Art by Marty D. Ison

“My sins are folded into doves and stars.” Incredible. How well do you know this girl? I love love love her.

Well, she has her secrets, and she’s not telling them. Even to herself.

How does one capture, as you’ve done so amazingly well, not only the details of childhood, but the authentic sense of it all, that mixture of feeling innocent and damned at the same time?

I’m glad you took that feeling from this story. That’s what I was striving for; when I was a child, I found the world magical and mysterious. That mystery came with terrible beauty. I think we can sometimes forget how frightening childhood can be. When I wrote about this girl, I tried to see the world that way again. It’s a very dreamlike, yet concrete way of looking at things.

That final image of the shivering moon. Whoa. It lingers long after I’ve left the story. How did you arrive at this perfect perfect ending?

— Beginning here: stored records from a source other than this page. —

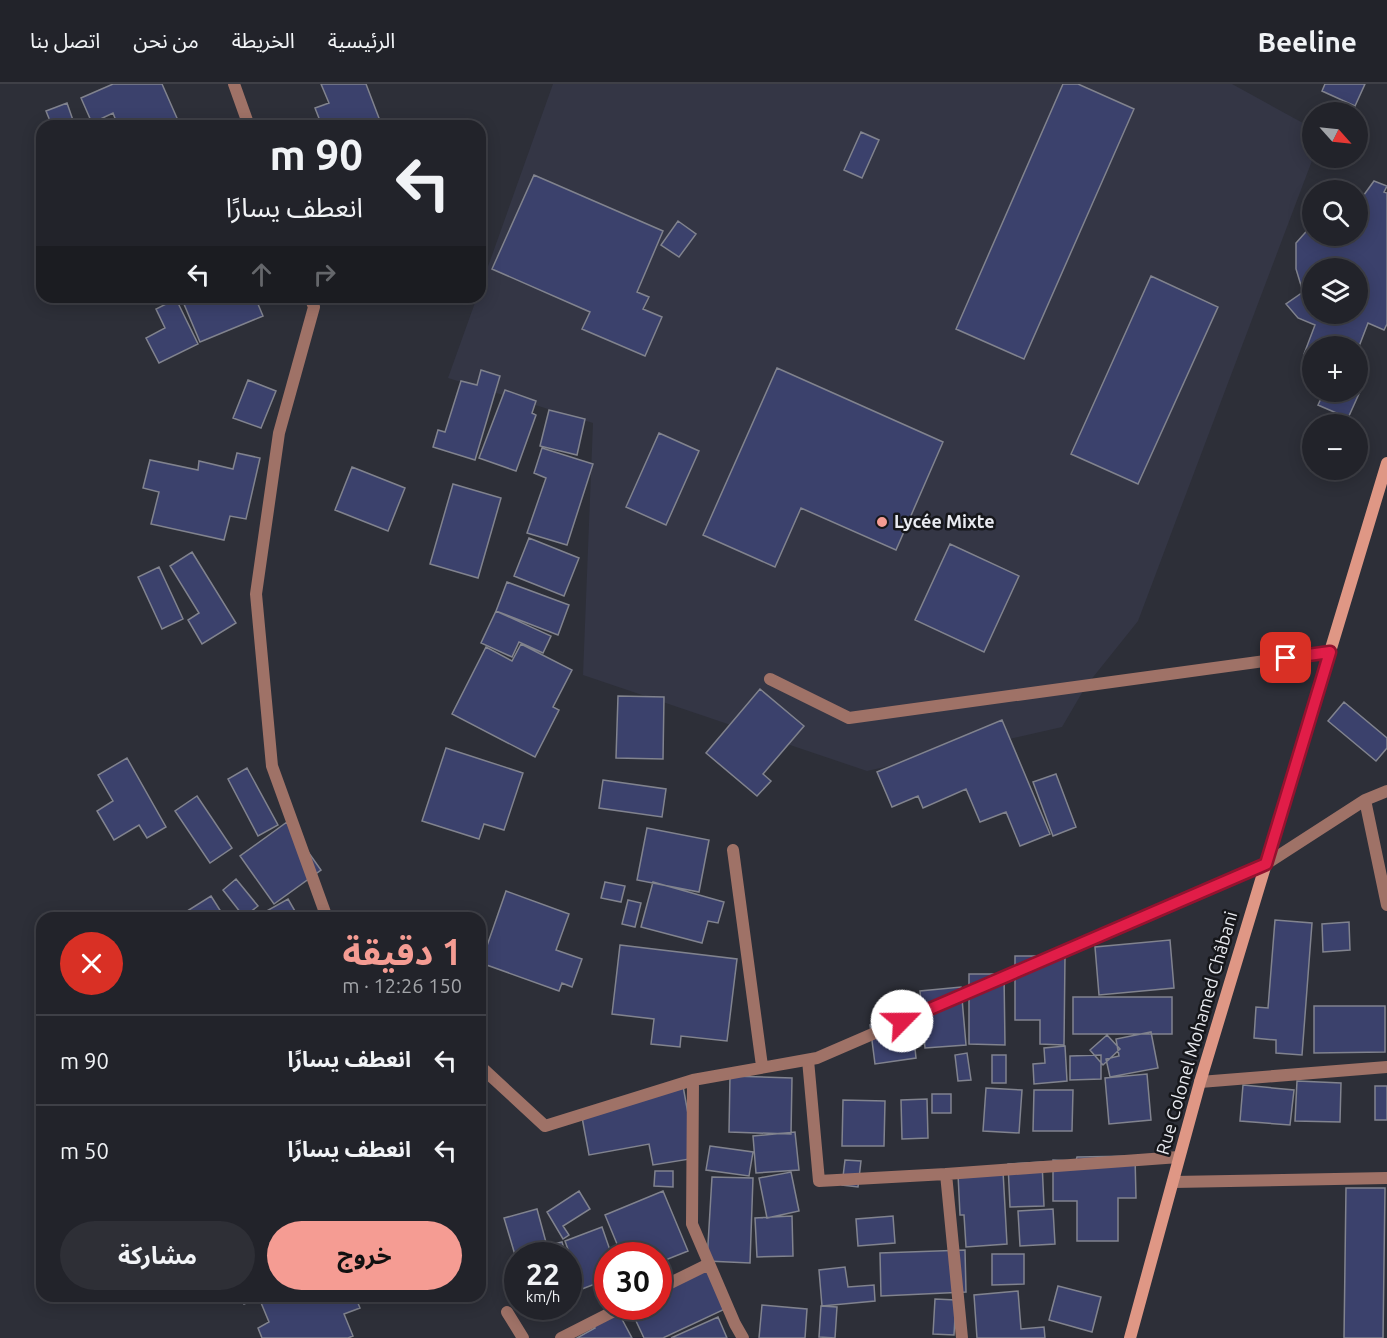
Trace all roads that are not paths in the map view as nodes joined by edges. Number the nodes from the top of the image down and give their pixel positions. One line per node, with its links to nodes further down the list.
1 (234, 84): 2 (street)
2 (247, 120)
3 (312, 303): 12 (street)
4 (1387, 464): 5 (main road, Rue Colonel Mohamed Châbani)
5 (1330, 652): 6 (street); 10 (main road, Rue Colonel Mohamed Châbani)
6 (770, 679)
7 (1387, 791): 8 (street)
8 (1365, 800): 10 (street); 11 (street)
9 (733, 850): 14 (street)
10 (1266, 864): 13 (street); 18 (main road, Rue Colonel Mohamed Châbani)
11 (1387, 905)
12 (325, 912)
13 (808, 1060): 14 (street); 20 (street)
14 (762, 1066): 17 (street)
15 (1387, 1066): 18 (street)
16 (486, 1072): 17 (street)
17 (693, 1080): 23 (street)
18 (1200, 1082): 19 (main road, Rue Colonel Mohamed Châbani)
19 (1179, 1157): 20 (street); 22 (main road, Rue Colonel Mohamed Châbani)
20 (946, 1174): 30 (street)
21 (1387, 1178): 22 (street)
22 (1173, 1182): 31 (main road, Rue Colonel Mohamed Châbani)
23 (709, 1264): 24 (street); 29 (street)
24 (672, 1282)
25 (512, 1320): 27 (street)
26 (596, 1320): 28 (street)
27 (523, 1338)
28 (561, 1338)
29 (743, 1338)
30 (962, 1338)
31 (1130, 1338)

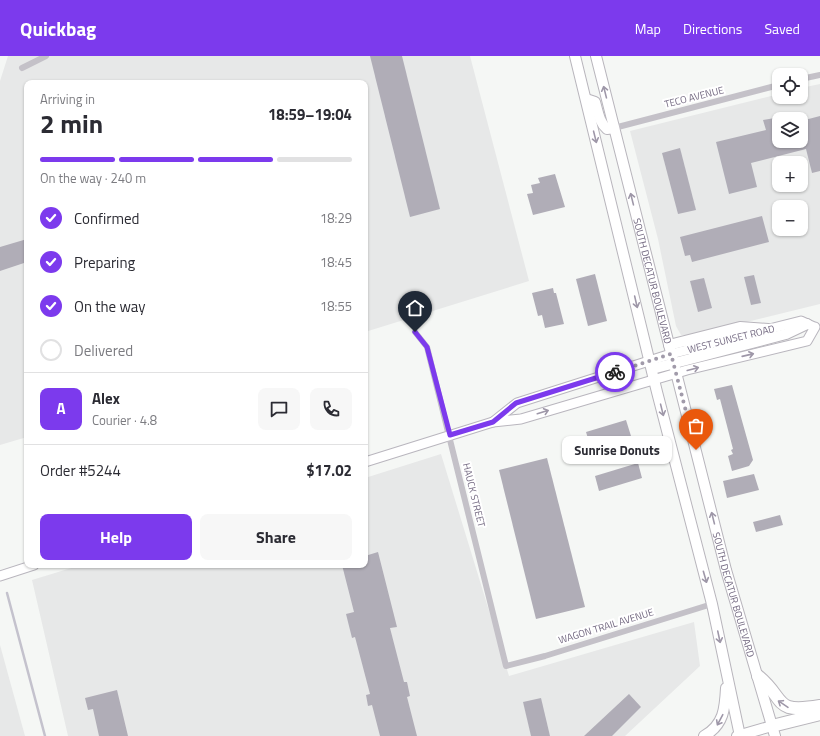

I actually wrote the story with that image in mind. My family lives in an apartment complex that backs up to a nature preserve. Our backyard is a forest of juniper trees. They are very stark in winter. I wrote this story last Christmas Eve, so my memory is a bit fuzzy. But at some point that evening, I think I walked outside and saw the moon caught between two branches. I wanted to write some poetry about it, but I’m not a poet, so I wrote this instead.

You just finished guest editing for Hobart. How did it go? What did you take away from it? Any epiphanies to share about writing? Any dirt on Aaron Burch? Is he really that nice and generous?

It was a great experience for me as a writer. I’ve always respected the editors I know out there who pour so much of their time into publishing writers like me. Tackling this really brought that home to me. What I learned – email is not that predictable. Some of my rejection and acceptance notices never arrived. So, next time I don’t hear back from a magazine, I won’t hesitate to give them a gentle reminder. Also, I ended up rejecting a lot of stories I adored. This was a themed issue, so the final selections had to be stories I loved, but they also had to work together as a whole. I can certainly appreciate the art of editing now. It truly is an art.

And yes, Aaron Burch really is that nice and generous. I was the “guest editor” but he did all the artwork, the layout – he put the whole thing up. And he let me have complete freedom when it came to the stories I chose. I have no dirt on the man, although I only know him in a virtual way. He’s coming to Austin for AWP – I’m hoping I get to meet him and Elizabeth Ellen in person. Ask me then, after I’ve had a couple of Shiner Bocks with them.

A new year approaches (yikes!). So, what’s the best that 2005 had to offer in literature, web sites, music, movies, television, DVD, and the like? Also, any predictions for 2006? And we’d love to hear your New Year’s resolution.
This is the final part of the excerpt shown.